Collected data entries:
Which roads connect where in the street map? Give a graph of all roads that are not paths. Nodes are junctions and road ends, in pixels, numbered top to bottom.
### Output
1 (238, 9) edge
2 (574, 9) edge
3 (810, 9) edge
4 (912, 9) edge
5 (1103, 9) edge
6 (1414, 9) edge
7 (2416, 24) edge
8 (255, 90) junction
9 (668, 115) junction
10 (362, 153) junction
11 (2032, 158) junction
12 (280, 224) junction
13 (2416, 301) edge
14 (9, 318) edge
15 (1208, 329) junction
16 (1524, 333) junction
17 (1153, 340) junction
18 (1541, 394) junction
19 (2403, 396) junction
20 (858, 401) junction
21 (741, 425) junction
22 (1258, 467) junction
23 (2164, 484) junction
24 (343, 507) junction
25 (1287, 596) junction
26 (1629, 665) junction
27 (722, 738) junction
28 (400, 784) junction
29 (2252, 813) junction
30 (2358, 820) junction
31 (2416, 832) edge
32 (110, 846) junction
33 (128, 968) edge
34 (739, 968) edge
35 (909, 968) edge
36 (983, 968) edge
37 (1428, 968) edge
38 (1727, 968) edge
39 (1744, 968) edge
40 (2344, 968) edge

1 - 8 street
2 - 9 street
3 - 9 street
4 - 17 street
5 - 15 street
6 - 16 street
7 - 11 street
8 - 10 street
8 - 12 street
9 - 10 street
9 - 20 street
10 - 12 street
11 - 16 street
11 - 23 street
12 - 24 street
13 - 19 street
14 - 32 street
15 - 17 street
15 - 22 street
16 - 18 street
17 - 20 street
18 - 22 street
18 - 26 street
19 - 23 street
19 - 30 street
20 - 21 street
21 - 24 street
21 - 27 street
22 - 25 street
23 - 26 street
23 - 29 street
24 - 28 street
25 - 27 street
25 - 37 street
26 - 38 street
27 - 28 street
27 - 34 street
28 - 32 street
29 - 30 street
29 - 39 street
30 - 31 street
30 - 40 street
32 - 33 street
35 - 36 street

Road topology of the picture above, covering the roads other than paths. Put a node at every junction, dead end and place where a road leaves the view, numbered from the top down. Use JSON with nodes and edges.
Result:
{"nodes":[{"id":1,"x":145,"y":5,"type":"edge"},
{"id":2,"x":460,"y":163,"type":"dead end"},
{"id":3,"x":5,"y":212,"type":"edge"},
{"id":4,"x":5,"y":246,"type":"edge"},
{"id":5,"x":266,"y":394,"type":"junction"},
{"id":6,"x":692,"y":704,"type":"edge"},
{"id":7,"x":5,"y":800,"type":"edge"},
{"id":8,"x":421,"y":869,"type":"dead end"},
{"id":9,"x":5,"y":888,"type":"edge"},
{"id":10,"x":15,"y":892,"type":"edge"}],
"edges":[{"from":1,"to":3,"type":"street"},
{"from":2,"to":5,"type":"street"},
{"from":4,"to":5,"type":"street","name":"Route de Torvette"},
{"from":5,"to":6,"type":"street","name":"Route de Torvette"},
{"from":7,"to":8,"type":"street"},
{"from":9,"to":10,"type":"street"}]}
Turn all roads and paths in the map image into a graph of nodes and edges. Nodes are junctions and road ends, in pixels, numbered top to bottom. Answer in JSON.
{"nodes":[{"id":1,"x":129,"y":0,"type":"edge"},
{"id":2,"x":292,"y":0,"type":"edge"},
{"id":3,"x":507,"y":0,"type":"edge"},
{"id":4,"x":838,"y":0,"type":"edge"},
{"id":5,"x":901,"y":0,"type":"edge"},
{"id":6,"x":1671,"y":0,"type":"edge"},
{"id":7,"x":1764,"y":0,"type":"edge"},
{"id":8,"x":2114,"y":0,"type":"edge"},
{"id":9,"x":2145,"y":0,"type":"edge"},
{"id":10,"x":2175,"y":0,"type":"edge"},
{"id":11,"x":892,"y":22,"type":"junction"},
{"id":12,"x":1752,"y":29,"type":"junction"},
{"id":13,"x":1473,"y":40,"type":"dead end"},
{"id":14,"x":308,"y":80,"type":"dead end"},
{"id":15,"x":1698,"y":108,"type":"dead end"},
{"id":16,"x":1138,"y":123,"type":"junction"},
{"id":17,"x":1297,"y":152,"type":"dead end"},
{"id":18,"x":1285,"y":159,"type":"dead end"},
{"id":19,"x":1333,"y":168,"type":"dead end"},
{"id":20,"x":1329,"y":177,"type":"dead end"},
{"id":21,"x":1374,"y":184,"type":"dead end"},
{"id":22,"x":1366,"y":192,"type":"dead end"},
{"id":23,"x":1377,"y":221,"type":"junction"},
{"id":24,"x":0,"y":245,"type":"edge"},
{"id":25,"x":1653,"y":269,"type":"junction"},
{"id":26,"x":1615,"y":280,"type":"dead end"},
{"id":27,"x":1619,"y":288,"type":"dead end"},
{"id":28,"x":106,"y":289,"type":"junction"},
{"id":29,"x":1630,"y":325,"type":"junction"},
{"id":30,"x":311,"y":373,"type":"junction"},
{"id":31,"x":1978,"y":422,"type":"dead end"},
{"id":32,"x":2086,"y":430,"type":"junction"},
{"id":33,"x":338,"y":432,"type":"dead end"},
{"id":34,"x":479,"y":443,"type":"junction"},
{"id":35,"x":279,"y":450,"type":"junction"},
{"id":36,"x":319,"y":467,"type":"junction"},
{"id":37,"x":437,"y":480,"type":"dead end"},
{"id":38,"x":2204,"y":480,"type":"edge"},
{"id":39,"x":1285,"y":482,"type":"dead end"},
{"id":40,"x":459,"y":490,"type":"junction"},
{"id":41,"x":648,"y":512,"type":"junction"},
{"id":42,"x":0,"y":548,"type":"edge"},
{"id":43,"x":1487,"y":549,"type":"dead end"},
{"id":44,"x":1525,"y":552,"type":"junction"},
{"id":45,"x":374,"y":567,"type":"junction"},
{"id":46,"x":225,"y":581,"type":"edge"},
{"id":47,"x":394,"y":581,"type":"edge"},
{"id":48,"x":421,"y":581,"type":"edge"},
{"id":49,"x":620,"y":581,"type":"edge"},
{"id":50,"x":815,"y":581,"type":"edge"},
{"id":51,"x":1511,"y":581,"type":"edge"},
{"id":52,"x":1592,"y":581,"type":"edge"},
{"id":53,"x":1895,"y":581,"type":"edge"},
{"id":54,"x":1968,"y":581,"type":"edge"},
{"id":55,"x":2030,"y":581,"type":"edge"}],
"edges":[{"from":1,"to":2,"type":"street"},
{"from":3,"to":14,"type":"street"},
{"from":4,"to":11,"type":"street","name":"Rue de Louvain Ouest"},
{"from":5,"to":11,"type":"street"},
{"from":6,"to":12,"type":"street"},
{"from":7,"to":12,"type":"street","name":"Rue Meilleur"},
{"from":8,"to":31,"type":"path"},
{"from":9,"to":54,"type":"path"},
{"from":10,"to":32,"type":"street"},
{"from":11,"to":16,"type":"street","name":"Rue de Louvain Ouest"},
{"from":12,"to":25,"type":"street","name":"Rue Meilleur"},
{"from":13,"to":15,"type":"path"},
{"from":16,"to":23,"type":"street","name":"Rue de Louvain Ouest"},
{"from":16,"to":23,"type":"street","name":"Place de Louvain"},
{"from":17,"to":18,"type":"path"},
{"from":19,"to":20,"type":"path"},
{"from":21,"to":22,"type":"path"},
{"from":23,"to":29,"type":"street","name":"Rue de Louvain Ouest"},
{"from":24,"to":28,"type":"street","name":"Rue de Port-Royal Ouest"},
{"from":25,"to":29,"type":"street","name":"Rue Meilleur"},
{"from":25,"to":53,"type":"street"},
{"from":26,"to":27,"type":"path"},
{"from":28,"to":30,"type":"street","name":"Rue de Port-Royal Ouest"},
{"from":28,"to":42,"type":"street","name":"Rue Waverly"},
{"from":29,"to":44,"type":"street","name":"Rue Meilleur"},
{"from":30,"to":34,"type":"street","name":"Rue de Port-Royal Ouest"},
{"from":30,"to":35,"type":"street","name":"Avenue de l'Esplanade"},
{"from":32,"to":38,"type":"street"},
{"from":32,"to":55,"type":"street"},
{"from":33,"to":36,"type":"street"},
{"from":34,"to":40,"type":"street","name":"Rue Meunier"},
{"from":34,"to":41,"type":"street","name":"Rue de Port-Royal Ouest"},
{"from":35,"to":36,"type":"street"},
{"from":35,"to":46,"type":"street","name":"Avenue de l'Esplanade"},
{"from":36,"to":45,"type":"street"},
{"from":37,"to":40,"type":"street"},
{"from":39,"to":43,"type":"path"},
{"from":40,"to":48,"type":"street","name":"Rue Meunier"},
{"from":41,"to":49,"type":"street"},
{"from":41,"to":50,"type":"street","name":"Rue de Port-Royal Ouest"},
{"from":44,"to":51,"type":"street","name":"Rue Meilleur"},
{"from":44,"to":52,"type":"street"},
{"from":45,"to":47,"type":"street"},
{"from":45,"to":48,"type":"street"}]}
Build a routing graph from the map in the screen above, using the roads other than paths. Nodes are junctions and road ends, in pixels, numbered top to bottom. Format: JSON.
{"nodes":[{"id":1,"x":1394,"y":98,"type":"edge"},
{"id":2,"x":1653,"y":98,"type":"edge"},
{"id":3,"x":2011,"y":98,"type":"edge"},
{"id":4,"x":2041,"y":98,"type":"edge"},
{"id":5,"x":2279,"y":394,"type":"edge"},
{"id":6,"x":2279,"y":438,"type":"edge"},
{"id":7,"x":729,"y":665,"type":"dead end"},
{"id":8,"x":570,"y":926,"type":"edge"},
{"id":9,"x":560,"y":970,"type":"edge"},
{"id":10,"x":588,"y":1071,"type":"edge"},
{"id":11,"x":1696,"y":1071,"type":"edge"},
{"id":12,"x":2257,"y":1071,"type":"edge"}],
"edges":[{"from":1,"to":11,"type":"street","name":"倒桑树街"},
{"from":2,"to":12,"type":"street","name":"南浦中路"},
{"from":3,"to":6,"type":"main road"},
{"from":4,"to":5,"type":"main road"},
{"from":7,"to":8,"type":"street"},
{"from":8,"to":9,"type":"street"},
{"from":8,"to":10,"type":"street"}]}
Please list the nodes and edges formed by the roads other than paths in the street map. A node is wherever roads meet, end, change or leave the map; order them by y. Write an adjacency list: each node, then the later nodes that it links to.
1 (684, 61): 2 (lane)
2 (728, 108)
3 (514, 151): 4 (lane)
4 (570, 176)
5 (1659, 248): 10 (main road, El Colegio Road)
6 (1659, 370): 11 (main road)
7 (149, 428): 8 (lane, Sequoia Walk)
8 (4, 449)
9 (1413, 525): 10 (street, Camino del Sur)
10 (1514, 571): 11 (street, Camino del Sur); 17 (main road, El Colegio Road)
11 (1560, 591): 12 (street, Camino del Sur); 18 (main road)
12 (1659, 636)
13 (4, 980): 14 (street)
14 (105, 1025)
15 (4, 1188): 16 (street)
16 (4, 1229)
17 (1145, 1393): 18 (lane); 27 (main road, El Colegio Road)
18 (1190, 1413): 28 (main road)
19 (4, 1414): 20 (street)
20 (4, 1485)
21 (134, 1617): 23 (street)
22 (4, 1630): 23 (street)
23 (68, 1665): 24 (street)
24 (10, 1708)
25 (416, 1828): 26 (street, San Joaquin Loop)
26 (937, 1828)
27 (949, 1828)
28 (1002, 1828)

#### WHAT YOU HAVE TO DO:
Your output should consist only of the lines from the one containing "Please list the" to the end of the records above, each retyped exactly.

#### EXERCISE RESULT:
Please list the nodes and edges formed by the roads other than paths in the street map. A node is wherever roads meet, end, change or leave the map; order them by y. Write an adjacency list: each node, then the later nodes that it links to.
1 (684, 61): 2 (lane)
2 (728, 108)
3 (514, 151): 4 (lane)
4 (570, 176)
5 (1659, 248): 10 (main road, El Colegio Road)
6 (1659, 370): 11 (main road)
7 (149, 428): 8 (lane, Sequoia Walk)
8 (4, 449)
9 (1413, 525): 10 (street, Camino del Sur)
10 (1514, 571): 11 (street, Camino del Sur); 17 (main road, El Colegio Road)
11 (1560, 591): 12 (street, Camino del Sur); 18 (main road)
12 (1659, 636)
13 (4, 980): 14 (street)
14 (105, 1025)
15 (4, 1188): 16 (street)
16 (4, 1229)
17 (1145, 1393): 18 (lane); 27 (main road, El Colegio Road)
18 (1190, 1413): 28 (main road)
19 (4, 1414): 20 (street)
20 (4, 1485)
21 (134, 1617): 23 (street)
22 (4, 1630): 23 (street)
23 (68, 1665): 24 (street)
24 (10, 1708)
25 (416, 1828): 26 (street, San Joaquin Loop)
26 (937, 1828)
27 (949, 1828)
28 (1002, 1828)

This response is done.